Decision automation is just a continuation of data-driven decisions
By Grendelkhan (Own work), via Wikimedia Commons

Decision automation is just a continuation of data-driven decisions

I've been meaning to jot down some thoughts on AI and while doing research I came across this banner ad that I think sums up the zeitgeist:

There is a feeling that vastly powerful tools are coming and that they will change everything (cue the requisite FOMO). However, at least for the foreseeable future, we are the masters of these machines and we will dictate how they "change every business"... so how?

I think the prospect of self-driving cars has skewed our perception of how AI will transform business. The data-processing challenges of driving a car are immense, but the rules dictating the decisions made with that data are pretty simple. For most of our jobs, the situation is reversed. We have a relatively small amount of data to help us make very complex decisions. We are, through a variety of technologies, getting more and better data and as that happens we will naturally get more data driven in our decision making. This will lead to incremental changes in the way we make decisions that should be far less frightening than "DON'T BE LEFT BEHIND." would lead us to believe*.

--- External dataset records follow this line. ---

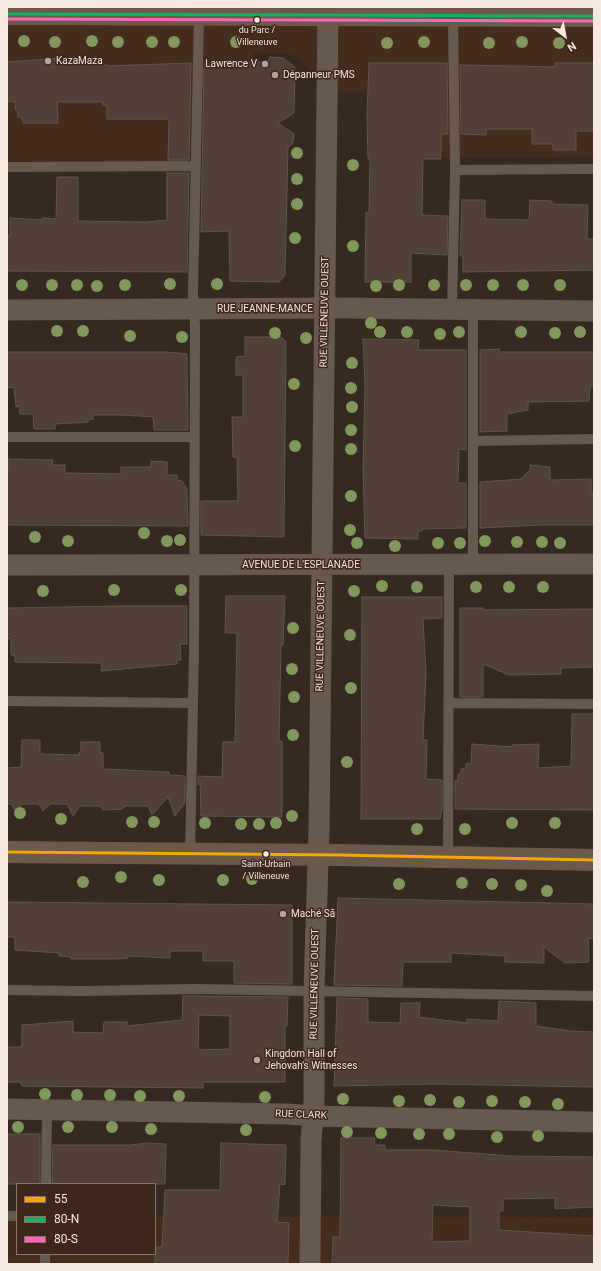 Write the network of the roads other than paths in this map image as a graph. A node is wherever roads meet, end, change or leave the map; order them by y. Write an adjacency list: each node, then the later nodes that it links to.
1 (328, 11): 3 (main road); 4 (main road); 11 (street, RUE VILLENEUVE OUEST)
2 (7, 14): 4 (main road)
3 (453, 15): 5 (main road); 9 (lane)
4 (199, 16): 6 (lane)
5 (594, 16)
6 (196, 166): 7 (lane); 10 (lane)
7 (7, 167)
8 (594, 169): 9 (lane)
9 (455, 170): 12 (lane)
10 (194, 309): 11 (street, RUE JEANNE-MANCE); 13 (street, RUE JEANNE-MANCE); 17 (lane)
11 (326, 309): 12 (street, RUE JEANNE-MANCE); 25 (street, RUE VILLENEUVE OUEST)
12 (452, 309): 14 (street, RUE JEANNE-MANCE)
13 (7, 310)
14 (473, 310): 15 (street, RUE JEANNE-MANCE); 19 (lane)
15 (594, 310)
16 (7, 437): 17 (lane)
17 (195, 437): 24 (lane)
18 (594, 439): 19 (lane)
19 (473, 441): 20 (lane)
20 (473, 563): 21 (street, AVENUE DE L'ESPLANADE); 22 (street, AVENUE DE L'ESPLANADE)
21 (449, 564): 25 (street, AVENUE DE L'ESPLANADE); 28 (lane)
22 (594, 564)
23 (7, 565): 24 (street, AVENUE DE L'ESPLANADE)
24 (194, 565): 25 (street, AVENUE DE L'ESPLANADE); 27 (lane)
25 (322, 565): 32 (street, RUE VILLENEUVE OUEST)
26 (7, 701): 27 (lane)
27 (192, 703): 31 (lane)
28 (449, 703): 29 (lane); 33 (lane)
29 (594, 704)
30 (7, 852): 31 (main road)
31 (190, 854): 32 (main road)
32 (318, 855): 33 (main road); 36 (street, RUE VILLENEUVE OUEST)
33 (448, 857): 34 (main road)
34 (594, 860)
35 (7, 990): 36 (lane)
36 (314, 990): 37 (lane); 40 (street, RUE VILLENEUVE OUEST)
37 (594, 996)
38 (7, 1109): 39 (street, RUE CLARK)
39 (46, 1110): 40 (street, RUE CLARK); 42 (lane)
40 (313, 1116): 41 (street, RUE CLARK); 43 (street, RUE VILLENEUVE OUEST)
41 (594, 1122)
42 (46, 1183)
43 (310, 1264)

The framework below lays out what I see as the broad types of decision making from completely manual to completely automated (and less data to more).

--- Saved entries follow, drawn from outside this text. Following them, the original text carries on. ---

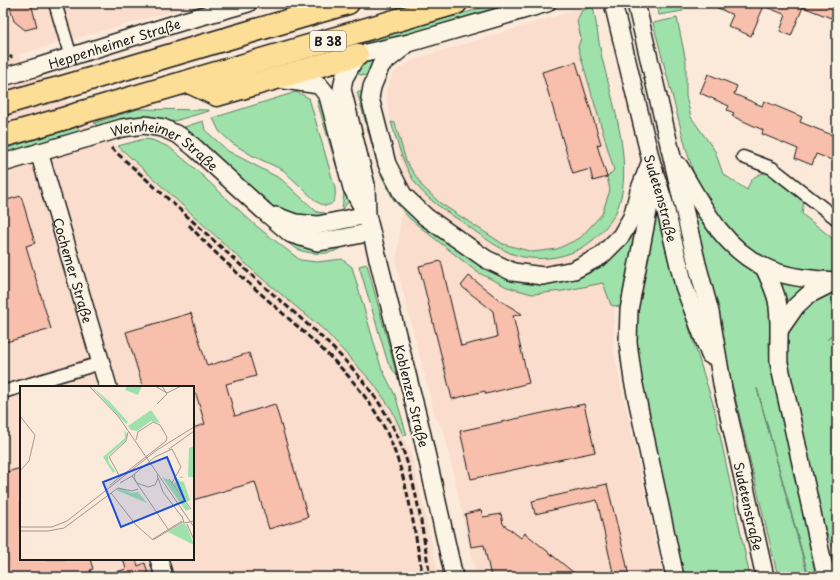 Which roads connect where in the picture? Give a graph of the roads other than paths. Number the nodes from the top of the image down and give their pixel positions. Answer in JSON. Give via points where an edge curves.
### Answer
{"nodes":[{"id":1,"x":55,"y":3,"type":"edge"},
{"id":2,"x":248,"y":3,"type":"edge"},
{"id":3,"x":348,"y":3,"type":"edge"},
{"id":4,"x":456,"y":3,"type":"edge"},
{"id":5,"x":547,"y":3,"type":"edge"},
{"id":6,"x":613,"y":3,"type":"edge"},
{"id":7,"x":636,"y":3,"type":"edge"},
{"id":8,"x":217,"y":7,"type":"edge"},
{"id":9,"x":409,"y":44,"type":"junction"},
{"id":10,"x":357,"y":55,"type":"junction"},
{"id":11,"x":71,"y":56,"type":"junction"},
{"id":12,"x":18,"y":72,"type":"edge"},
{"id":13,"x":273,"y":78,"type":"junction"},
{"id":14,"x":198,"y":83,"type":"junction"},
{"id":15,"x":3,"y":104,"type":"edge"},
{"id":16,"x":3,"y":136,"type":"edge"},
{"id":17,"x":670,"y":150,"type":"junction"},
{"id":18,"x":39,"y":152,"type":"junction"},
{"id":19,"x":742,"y":157,"type":"dead end"},
{"id":20,"x":651,"y":161,"type":"junction"},
{"id":21,"x":3,"y":163,"type":"edge"},
{"id":22,"x":264,"y":211,"type":"junction"},
{"id":23,"x":367,"y":215,"type":"junction"},
{"id":24,"x":837,"y":219,"type":"edge"},
{"id":25,"x":371,"y":232,"type":"junction"},
{"id":26,"x":764,"y":267,"type":"junction"},
{"id":27,"x":836,"y":281,"type":"edge"},
{"id":28,"x":780,"y":329,"type":"junction"},
{"id":29,"x":102,"y":363,"type":"junction"},
{"id":30,"x":23,"y":386,"type":"edge"},
{"id":31,"x":108,"y":386,"type":"edge"},
{"id":32,"x":20,"y":387,"type":"edge"},
{"id":33,"x":723,"y":389,"type":"junction"},
{"id":34,"x":3,"y":392,"type":"edge"},
{"id":35,"x":159,"y":560,"type":"edge"},
{"id":36,"x":164,"y":577,"type":"edge"},
{"id":37,"x":454,"y":577,"type":"edge"},
{"id":38,"x":675,"y":577,"type":"edge"},
{"id":39,"x":765,"y":577,"type":"edge"},
{"id":40,"x":826,"y":577,"type":"edge"}],
"edges":[{"from":1,"to":11,"type":"street"},
{"from":2,"to":8,"type":"main road","name":"Heppenheimer Straße"},
{"from":3,"to":15,"type":"highway","number":"B 38"},
{"from":4,"to":14,"type":"highway","number":"B 38"},
{"from":5,"to":9,"type":"main road"},
{"from":6,"to":20,"type":"main road","name":"Sudetenstraße"},
{"from":7,"to":17,"type":"main road","name":"Sudetenstraße"},
{"from":8,"to":11,"type":"main road","name":"Heppenheimer Straße","via":[[178,23]]},
{"from":9,"to":10,"type":"main road"},
{"from":9,"to":20,"type":"main road","via":[[381,65],[372,87],[370,98],[387,164],[403,195],[426,217],[486,259],[513,272],[543,276],[574,270],[601,256],[621,236],[632,217]]},
{"from":10,"to":13,"type":"highway"},
{"from":10,"to":23,"type":"main road","name":"Koblenzer Straße","via":[[344,78],[342,89],[366,185]]},
{"from":11,"to":12,"type":"main road","name":"Heppenheimer Straße"},
{"from":13,"to":14,"type":"highway","via":[[217,95]]},
{"from":13,"to":23,"type":"main road","name":"Koblenzer Straße","via":[[319,85],[328,96],[352,188]]},
{"from":14,"to":16,"type":"highway","number":"B 38"},
{"from":17,"to":26,"type":"main road","via":[[708,216],[725,238],[739,252]]},
{"from":17,"to":33,"type":"main road","name":"Sudetenstraße","via":[[710,312]]},
{"from":18,"to":21,"type":"main road","name":"Weinheimer Straße"},
{"from":18,"to":22,"type":"main road","name":"Weinheimer Straße","bridge":true,"via":[[122,128],[144,125],[163,128],[180,136],[195,148]]},
{"from":18,"to":29,"type":"main road","name":"Cochemer Straße"},
{"from":19,"to":24,"type":"street","via":[[772,168]]},
{"from":20,"to":33,"type":"main road","name":"Sudetenstraße","via":[[684,286]]},
{"from":20,"to":38,"type":"main road","via":[[649,206],[630,310],[628,342],[633,380]]},
{"from":22,"to":23,"type":"main road","name":"Weinheimer Straße","via":[[294,223],[318,225]]},
{"from":22,"to":25,"type":"main road","name":"Weinheimer Straße","via":[[292,234],[317,242]]},
{"from":23,"to":25,"type":"main road","name":"Koblenzer Straße"},
{"from":25,"to":37,"type":"main road","name":"Koblenzer Straße","via":[[420,426]]},
{"from":26,"to":27,"type":"main road","via":[[801,278]]},
{"from":26,"to":28,"type":"main road","via":[[777,300]]},
{"from":27,"to":28,"type":"main road","via":[[808,295],[796,306]]},
{"from":28,"to":40,"type":"main road","via":[[779,363]]},
{"from":29,"to":30,"type":"street"},
{"from":29,"to":31,"type":"main road","name":"Cochemer Straße"},
{"from":32,"to":34,"type":"street"},
{"from":33,"to":39,"type":"main road","name":"Sudetenstraße"},
{"from":35,"to":36,"type":"main road"}]}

Running quickly through the first four, more traditional approaches:

  • Gut feel/experience: Do what feels right or you've done before
  • Brute force analysis: Put the data in a spreadsheet and play with it until something insightful falls out
  • Visual analysis: Begin to abstract the data by plotting it an hope that patterns emerge that weren't clear in a table
  • Statistical analysis: Use more robust techniques for abstracting and finding patterns

Now we're to the bolded section where "AI" comes into play.

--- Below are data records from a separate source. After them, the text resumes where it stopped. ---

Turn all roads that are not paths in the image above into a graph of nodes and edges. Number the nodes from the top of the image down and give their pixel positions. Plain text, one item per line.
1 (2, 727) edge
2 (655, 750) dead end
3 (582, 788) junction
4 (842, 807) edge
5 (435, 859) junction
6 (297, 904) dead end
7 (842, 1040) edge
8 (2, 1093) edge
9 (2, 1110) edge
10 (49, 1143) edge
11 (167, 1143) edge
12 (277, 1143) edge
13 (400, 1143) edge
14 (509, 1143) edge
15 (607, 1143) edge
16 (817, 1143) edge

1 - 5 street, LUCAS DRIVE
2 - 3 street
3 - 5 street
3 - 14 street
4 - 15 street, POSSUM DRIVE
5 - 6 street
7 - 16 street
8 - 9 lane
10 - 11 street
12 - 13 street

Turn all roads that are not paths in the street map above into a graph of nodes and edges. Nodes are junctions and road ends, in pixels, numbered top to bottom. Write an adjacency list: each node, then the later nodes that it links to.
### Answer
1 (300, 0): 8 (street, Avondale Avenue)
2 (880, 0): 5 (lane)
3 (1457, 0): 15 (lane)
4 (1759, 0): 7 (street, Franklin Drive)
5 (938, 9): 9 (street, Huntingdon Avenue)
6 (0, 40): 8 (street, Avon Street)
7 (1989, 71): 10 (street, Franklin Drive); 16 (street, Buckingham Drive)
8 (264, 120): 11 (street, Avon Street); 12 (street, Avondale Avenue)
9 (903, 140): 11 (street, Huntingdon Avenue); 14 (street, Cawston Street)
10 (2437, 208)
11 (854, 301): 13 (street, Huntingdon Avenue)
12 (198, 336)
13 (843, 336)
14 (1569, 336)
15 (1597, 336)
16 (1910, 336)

  • ML with human decision: In most cases this is where even the most advanced companies are with AI adoption. Advanced Machine Learning techniques parse vast quantities of data to recognize patterns and present them to the decision maker. This step uses better tools and more data than statistical analysis, but it should be clear it is an incremental change.
  • ML with human anomaly handling: In this step we let the algorithm take action in most cases but kick things out to a human when the certainty it's recognized the pattern is below some threshold. Now we're getting to machines actually making decisions for us. Skynet is coming, right!?! Not so fast. In the step above, you're already trusting the algorithm to discern the pattern properly and not discard critical information. You've delegated a great deal of responsibility already, this next step is akin to letting a subordinate work without oversight (and trusting them to escalate things as needed).
  • Artificial Decision Making: This is where things get interesting, right? No more humans in the chain! True, but as long as there is a human somewhere in the organization, there will be detection and oversight of massive anomalies. So, you're delegating this decision as far down the chain as possible, but there is a meta-decision you keep (even if it's just to continue letting the AI make the call).

The organizational and social impacts of widespread AI are huge (more on that another time) and there is certainly the risk of being left behind if our skills fall behind. But, in another sense, this is just an extension of trying to get decisions made where they are made most efficiently. Using a decision rights tool like Bain's RAPID (or the inferior but more common RACI), we could lay out the current and future state of the critical decisions for our organization and see where AI is (or should be) moving from an "Input" to a "Recommend" to a "Decide" position. Those decisions that benefit from speed, scale, low cost, lots of disparate data, or other factors are natural choices. Those that are interpersonal, impact culture, require a high level of explainability, or perhaps are just deal-breakers for the way we envision our firm's mission should be kept in human hands.

AI is a crazy powerful and at times inscrutable tool, but ultimately it is just a tool for helping make data-driven decisions. The organizations that will win with AI are the ones who are already thoughtful about how and where they make their decisions.

*At least for a while. I think there is a tipping point I'll discuss sometime in the future.